= Instructions for the task =
Your response should contain every line from the data below that holds the string "مدينه".

= Supplied material =

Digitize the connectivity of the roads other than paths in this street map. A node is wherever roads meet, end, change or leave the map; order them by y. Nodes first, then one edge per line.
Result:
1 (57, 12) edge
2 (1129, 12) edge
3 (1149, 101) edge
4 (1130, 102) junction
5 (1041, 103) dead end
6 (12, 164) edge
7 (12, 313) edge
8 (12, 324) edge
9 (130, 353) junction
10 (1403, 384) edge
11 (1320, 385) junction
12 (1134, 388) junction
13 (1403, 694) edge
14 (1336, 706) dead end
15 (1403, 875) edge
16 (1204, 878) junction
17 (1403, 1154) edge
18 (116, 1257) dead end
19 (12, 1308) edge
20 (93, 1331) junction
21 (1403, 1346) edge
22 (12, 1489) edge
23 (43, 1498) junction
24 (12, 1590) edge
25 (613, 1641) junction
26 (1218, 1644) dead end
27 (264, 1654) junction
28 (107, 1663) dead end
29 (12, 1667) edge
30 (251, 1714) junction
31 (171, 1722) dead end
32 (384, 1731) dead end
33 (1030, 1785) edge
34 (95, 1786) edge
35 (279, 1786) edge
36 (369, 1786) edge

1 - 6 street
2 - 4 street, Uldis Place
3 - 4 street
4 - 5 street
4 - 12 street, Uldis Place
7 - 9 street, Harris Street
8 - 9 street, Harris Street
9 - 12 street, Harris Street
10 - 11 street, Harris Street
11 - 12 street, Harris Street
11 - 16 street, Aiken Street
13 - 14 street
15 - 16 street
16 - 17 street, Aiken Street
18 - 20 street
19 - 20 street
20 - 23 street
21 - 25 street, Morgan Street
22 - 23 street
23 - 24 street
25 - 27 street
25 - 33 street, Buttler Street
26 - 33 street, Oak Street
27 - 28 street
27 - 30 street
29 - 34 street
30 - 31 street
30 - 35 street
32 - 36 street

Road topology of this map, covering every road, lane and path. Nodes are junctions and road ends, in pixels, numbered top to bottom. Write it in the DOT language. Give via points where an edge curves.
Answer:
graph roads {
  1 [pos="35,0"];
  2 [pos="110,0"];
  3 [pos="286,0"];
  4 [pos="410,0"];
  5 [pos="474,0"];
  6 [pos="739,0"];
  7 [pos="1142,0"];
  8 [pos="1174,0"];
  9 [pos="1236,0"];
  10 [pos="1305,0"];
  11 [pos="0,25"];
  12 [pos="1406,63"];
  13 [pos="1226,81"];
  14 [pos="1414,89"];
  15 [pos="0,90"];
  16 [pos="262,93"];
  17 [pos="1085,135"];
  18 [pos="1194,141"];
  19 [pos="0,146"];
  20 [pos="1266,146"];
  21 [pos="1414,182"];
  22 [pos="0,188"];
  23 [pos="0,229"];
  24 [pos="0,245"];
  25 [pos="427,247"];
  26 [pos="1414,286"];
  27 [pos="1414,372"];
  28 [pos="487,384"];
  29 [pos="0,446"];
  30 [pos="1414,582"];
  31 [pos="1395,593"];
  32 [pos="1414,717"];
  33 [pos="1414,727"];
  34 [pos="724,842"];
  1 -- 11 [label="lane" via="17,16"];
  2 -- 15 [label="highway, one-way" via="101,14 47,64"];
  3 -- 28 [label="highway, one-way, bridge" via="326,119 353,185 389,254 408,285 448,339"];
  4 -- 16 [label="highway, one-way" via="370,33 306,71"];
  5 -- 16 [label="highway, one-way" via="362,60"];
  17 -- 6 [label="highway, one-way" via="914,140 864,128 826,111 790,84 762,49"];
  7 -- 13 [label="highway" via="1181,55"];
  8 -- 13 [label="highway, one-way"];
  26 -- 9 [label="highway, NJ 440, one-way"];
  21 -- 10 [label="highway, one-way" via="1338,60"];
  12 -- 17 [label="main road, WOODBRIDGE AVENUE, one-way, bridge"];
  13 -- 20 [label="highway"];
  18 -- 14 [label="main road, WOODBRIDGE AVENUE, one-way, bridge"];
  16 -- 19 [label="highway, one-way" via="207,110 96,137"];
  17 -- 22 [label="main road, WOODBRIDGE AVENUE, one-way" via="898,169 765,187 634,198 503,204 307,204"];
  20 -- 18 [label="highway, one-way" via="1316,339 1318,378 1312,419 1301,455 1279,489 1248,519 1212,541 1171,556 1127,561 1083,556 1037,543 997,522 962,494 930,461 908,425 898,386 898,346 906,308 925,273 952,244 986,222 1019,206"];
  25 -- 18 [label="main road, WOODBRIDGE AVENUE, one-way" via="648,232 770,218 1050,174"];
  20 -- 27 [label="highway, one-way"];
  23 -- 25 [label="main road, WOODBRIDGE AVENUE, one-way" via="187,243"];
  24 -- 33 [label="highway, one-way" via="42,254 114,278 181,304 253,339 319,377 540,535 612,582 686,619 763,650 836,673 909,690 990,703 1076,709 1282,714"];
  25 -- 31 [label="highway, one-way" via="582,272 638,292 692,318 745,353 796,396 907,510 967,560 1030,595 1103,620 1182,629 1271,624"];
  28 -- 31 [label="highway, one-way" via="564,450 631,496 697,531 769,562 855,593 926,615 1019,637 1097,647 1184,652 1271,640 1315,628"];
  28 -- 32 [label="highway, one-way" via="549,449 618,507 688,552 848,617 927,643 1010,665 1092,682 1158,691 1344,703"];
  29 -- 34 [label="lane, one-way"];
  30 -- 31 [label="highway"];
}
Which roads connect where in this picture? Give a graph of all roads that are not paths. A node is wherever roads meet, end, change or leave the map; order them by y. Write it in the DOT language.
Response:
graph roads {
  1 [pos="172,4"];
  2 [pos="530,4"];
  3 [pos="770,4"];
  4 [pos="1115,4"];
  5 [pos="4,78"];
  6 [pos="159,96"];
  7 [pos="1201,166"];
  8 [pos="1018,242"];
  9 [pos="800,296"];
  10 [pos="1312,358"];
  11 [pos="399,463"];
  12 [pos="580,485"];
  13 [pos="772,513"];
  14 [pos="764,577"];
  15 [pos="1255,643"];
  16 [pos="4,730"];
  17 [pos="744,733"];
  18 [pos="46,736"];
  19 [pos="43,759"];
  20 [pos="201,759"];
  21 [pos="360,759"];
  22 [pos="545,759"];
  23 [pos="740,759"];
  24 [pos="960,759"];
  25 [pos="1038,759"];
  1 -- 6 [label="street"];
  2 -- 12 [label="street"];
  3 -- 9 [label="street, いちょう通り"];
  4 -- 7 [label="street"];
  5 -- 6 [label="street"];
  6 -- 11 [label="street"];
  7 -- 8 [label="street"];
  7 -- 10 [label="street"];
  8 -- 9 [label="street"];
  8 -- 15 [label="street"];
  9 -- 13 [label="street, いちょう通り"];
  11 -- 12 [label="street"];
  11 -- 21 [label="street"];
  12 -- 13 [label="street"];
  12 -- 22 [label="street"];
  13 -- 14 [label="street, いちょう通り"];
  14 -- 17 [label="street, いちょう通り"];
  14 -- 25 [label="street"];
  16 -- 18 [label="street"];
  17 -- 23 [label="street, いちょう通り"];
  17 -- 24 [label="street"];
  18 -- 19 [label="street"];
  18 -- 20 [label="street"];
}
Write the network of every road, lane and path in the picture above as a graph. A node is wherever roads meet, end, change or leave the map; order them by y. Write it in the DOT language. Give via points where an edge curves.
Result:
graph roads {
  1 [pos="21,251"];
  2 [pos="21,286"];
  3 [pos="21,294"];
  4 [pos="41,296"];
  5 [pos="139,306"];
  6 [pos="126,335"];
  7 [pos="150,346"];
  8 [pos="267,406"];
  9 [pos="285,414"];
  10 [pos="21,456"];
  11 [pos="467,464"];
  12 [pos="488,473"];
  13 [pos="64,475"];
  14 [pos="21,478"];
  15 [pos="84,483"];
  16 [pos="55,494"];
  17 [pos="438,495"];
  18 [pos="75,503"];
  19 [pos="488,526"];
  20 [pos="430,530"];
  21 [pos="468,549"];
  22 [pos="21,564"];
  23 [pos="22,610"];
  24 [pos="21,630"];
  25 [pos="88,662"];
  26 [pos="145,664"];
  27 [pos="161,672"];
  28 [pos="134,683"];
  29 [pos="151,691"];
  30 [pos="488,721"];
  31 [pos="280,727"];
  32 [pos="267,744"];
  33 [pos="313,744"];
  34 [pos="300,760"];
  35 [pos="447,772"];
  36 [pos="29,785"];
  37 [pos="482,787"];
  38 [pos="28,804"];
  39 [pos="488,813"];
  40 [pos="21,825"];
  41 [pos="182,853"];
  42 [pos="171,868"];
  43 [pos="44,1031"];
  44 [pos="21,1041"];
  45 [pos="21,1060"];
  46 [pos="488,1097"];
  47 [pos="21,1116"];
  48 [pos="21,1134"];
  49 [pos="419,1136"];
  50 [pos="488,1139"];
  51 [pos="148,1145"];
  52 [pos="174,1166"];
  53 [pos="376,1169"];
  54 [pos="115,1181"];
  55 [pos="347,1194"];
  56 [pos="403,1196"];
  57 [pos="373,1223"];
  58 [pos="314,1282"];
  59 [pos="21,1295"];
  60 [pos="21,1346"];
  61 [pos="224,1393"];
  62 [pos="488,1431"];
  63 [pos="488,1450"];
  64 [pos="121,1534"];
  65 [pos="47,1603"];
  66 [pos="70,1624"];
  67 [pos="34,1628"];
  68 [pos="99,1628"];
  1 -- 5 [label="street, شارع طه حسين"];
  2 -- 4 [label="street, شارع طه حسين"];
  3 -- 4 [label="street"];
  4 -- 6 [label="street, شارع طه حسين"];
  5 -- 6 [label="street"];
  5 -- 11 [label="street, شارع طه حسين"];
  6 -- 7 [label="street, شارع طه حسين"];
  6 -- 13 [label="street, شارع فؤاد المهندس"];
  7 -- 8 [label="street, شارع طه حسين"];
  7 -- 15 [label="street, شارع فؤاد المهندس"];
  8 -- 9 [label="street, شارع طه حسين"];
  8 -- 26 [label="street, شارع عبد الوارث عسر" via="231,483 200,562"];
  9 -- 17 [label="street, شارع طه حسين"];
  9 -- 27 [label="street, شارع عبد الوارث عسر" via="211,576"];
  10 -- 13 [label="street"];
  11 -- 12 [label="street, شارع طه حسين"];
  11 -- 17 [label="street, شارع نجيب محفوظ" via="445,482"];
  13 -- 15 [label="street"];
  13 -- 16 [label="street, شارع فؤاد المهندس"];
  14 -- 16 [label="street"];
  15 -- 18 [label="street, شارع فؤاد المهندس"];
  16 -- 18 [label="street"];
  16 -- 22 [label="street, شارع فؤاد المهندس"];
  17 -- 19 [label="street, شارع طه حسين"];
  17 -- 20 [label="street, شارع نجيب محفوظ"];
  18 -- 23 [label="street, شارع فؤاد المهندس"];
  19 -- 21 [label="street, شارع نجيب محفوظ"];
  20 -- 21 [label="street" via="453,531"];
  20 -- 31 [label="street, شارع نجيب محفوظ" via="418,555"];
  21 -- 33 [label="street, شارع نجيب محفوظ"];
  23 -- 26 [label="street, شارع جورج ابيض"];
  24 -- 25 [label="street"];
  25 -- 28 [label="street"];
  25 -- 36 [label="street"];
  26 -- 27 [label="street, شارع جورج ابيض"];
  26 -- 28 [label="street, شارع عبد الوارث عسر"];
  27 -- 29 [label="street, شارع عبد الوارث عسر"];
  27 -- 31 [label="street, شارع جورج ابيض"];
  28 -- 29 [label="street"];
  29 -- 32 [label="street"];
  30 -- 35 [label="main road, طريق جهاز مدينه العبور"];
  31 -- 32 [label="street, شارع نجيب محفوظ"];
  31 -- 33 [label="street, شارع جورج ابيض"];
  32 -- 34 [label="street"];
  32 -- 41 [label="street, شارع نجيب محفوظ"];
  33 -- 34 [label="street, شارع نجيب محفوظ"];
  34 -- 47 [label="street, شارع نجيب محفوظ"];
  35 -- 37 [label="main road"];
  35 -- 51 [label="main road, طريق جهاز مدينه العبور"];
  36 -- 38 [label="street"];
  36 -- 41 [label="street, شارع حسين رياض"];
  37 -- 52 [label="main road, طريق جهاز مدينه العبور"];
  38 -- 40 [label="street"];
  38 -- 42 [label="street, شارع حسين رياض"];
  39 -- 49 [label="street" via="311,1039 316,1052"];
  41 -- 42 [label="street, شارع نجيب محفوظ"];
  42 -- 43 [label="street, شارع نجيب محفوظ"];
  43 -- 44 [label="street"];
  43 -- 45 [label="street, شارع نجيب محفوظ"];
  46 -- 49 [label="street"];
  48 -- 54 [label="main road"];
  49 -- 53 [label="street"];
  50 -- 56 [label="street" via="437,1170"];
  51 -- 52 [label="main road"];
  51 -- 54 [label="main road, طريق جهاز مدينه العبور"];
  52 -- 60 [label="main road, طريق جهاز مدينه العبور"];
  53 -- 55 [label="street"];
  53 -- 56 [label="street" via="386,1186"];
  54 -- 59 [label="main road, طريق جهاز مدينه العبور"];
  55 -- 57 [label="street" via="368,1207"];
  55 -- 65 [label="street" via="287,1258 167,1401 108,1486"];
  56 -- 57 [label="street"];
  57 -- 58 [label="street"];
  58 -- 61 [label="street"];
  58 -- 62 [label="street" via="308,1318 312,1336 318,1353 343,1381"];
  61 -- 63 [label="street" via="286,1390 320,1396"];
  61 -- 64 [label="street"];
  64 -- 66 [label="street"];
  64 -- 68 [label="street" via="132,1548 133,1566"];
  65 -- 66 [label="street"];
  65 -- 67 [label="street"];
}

= Answer for the task =
  30 -- 35 [label="main road, طريق جهاز مدينه العبور"];
  35 -- 51 [label="main road, طريق جهاز مدينه العبور"];
  37 -- 52 [label="main road, طريق جهاز مدينه العبور"];
  51 -- 54 [label="main road, طريق جهاز مدينه العبور"];
  52 -- 60 [label="main road, طريق جهاز مدينه العبور"];
  54 -- 59 [label="main road, طريق جهاز مدينه العبور"];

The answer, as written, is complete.